To which Lazarus, smiling, agreed.
“Without the shadow of a doubt, dear partners.”
THE COUNT
They left the square as discreetly as possible, no mean feat in such a crowd. Lazarus seemed to have unusual appeal. To Thorn’s exasperation, he kept answering numerous questions, getting lost in endless digressions, and embracing many people, before he could leave the two civilizations to get acquainted without needing to be an intermediary.
He pointed out a building to Ophelia, all stone and tiles, different from the rest in only one respect: a flag, buffeted by an already torrid wind, flapped on its roof.
“If this village is like those I’ve visited, that’s equivalent to a Familistery. We can chat comfortably there, without having to enter anyone’s home. And also because, I don’t know about you,” he said, walking more briskly, “but I wouldn’t mind finally using a bathroom worthy of
the name.”
“Father? May I come with you?”
Ambrose arrived in the narrow cobbled street they were just going down, clipping every doorstep with his wheelchair.
“No, dear boy,” Lazarus replied to him. “Go back to our friends now, I won’t be long!”
Ambrose opened and then closed his mouth. Lazarus’s flamboyance cast a shadow over him far more stifling than that between the stone facades, this early morning. He looked dully at Walter, still walking, jerkily, along the street alone, unaware that his master was no longer following him.
“He goes everywhere with you. Why not me? Why never me?”
“Walter, that’s different, come now! You are far more important. You always have been. I won’t be long,” repeated Lazarus, “wait for me.”
Ophelia noticed how the scarf had tightened around Ambrose, as he laboriously reversed, head sunk between shoulders. She had seen this boy push away the limits of his own world and build real relationships with real people—people who weren’t automatons—but there was nothing for it: as soon as Lazarus was there, he no longer knew where his place was.
Ophelia stopped herself from turning back to Ambrose, as she followed Lazarus and Thorn to the building with the flag. Given what was soon to be said between those walls, it was better that he not be with them.
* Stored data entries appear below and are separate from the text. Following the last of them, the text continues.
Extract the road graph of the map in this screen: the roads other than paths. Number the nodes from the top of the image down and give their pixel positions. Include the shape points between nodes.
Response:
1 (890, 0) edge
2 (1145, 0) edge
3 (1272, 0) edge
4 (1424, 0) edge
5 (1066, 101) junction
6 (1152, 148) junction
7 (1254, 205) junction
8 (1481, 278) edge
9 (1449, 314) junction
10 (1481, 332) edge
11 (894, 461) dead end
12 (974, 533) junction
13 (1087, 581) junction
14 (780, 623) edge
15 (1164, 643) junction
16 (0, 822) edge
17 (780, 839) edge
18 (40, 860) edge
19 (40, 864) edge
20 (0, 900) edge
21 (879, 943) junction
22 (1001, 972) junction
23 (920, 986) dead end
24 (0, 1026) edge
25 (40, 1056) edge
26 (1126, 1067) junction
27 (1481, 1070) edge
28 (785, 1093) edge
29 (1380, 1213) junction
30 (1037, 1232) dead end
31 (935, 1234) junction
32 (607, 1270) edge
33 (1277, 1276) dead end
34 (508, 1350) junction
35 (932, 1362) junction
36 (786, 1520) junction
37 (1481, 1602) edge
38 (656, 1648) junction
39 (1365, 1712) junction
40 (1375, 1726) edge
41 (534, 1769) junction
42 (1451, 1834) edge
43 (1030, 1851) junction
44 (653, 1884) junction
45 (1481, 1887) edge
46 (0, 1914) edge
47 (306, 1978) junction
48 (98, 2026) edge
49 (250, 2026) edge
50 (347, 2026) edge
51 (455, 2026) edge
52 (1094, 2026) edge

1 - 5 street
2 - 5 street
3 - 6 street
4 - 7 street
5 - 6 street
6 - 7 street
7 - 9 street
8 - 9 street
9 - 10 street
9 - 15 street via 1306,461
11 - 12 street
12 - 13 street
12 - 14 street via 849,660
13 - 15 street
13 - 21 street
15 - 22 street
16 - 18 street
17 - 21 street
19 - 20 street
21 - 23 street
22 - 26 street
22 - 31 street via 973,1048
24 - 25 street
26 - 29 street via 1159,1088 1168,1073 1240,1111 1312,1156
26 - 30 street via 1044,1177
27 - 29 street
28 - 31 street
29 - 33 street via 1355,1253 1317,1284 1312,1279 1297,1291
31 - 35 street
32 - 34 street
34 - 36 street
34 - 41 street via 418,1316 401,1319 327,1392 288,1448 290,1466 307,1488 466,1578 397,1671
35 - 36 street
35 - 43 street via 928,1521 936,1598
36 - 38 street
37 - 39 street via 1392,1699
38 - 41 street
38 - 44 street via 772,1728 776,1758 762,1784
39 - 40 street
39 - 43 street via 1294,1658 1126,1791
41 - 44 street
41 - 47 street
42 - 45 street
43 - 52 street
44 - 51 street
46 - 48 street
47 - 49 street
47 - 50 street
The door wasn’t locked. They entered a vast room that, if one ignored the dead plants, had a certain distinction, with its long meeting table, many chairs, and standard lamps. Time, in there, seemed to be suspended. Lazarus disappeared briefly behind a door, through which the sound of flushing could be heard. Ophelia paced up and down a little. Why did the inhabitants of this ark prefer to live in the fields rather than in the villages? There were no posters or notices here, either, but an impressive collection of pottery along the windowsills. She frowned on discovering, pressed to one of the windowpanes, the young girl from the bus stop. She had followed them, but her curiosity wasn’t enough to make her go inside.